Another project of which Grev is justly proud is his role as co-founder of Helensville Riverside Heritage, established in 2001 in response to years of public pressure. “The whole twokilometre bank was an unofficial rubbish tip,” says Grev, “and it was probably the only inaccessible riverbank in New Zealand sitting on the doorstep of a rural village.” After several years’ intensive work involving all manner of contributions from the community ranging from labour, to plants, to legal advice, the project was taken over by the Lions who, Grev says, have done a fantastic job finishing it off.
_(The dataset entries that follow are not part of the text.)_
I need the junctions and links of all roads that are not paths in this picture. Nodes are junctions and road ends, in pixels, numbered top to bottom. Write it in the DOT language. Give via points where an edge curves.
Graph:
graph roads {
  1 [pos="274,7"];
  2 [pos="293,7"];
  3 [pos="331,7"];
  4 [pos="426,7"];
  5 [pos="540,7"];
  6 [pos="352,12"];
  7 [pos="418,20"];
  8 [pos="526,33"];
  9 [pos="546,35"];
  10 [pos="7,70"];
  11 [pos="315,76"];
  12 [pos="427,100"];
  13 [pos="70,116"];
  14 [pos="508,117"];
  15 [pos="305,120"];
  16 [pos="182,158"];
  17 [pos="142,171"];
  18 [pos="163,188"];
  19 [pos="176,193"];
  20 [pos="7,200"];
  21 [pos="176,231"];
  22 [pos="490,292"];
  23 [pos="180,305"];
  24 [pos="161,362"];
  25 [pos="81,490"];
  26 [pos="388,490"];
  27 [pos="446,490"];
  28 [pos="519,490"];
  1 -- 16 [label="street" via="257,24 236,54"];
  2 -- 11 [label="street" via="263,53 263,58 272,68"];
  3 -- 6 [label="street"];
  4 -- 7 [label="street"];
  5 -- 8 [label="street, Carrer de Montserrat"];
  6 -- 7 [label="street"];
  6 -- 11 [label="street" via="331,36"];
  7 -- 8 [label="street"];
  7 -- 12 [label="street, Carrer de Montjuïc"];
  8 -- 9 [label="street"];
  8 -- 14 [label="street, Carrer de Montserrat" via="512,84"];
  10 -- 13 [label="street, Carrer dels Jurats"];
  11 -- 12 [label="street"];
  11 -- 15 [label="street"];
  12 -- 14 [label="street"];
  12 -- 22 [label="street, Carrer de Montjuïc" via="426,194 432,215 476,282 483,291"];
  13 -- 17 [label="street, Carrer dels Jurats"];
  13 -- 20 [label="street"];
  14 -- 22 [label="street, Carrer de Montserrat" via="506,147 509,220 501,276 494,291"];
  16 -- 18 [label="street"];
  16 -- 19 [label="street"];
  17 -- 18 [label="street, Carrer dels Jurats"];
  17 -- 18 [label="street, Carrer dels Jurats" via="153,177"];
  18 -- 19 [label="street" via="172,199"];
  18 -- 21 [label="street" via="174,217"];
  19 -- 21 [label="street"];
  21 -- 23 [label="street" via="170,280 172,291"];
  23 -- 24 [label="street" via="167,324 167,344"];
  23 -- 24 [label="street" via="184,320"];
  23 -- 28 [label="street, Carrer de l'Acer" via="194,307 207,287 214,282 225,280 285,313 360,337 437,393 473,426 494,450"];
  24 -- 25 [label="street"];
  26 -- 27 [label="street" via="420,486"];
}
Remembering his six years on the Rodney District Council, Grev is most proud of his contribution to reducing the burglary, fighting, drunkenness, tagging and vandalism that were rife in the late 90s and early 2000s.“The police station here was not coping. We had to get the message out to the community that there has to be respect for people and property, so we mobilised local groups at public meetings and I gathered photographic evidence for several years. Finally, Police Headquarters conducted an audit of the local policing and as a result the hours of operation were increased and we came under the control of the Senior Sergeant at Kumeu. We had a better line of communication and we held monthlySafer Communities meetings. Simultaneously the pubs changed their opening hours and the liquor ban came into force. That made a key contribution to solving the problems.”
Recently Grev, a Justice of the Peace, was presented with a plaque in recognition of his 10 years’ work in setting up and coordinating a JP’s support group for the wider area. Currently, he is coordinating JP services at the Helensville Plunket Rooms on Saturday mornings and he also has work to do as Chair of the Peak Road All Saints Church cemetery committee. Beginning piano lessons when he was six, Grev channels his love of music into being rostered to play the organ at two churches.
So, is he slowing down? “I’m starting to withdraw,” he says. “I definitely want to stop going to meetings, but I’ll continue as a JP and because I really enjoy my music I might increase the number of churches on my roster.We enjoy gardening and running a few sheep. We’re in constant contact with our daughters and our six grandchildren and we enjoy spending time at our Kiwi bach on the Kaipara. As for the contribution I’ve made, you could say for the past 30 years I worked hard on projects because I had a vested interest in the town going ahead but really, I’ve really enjoyed every minute of it.”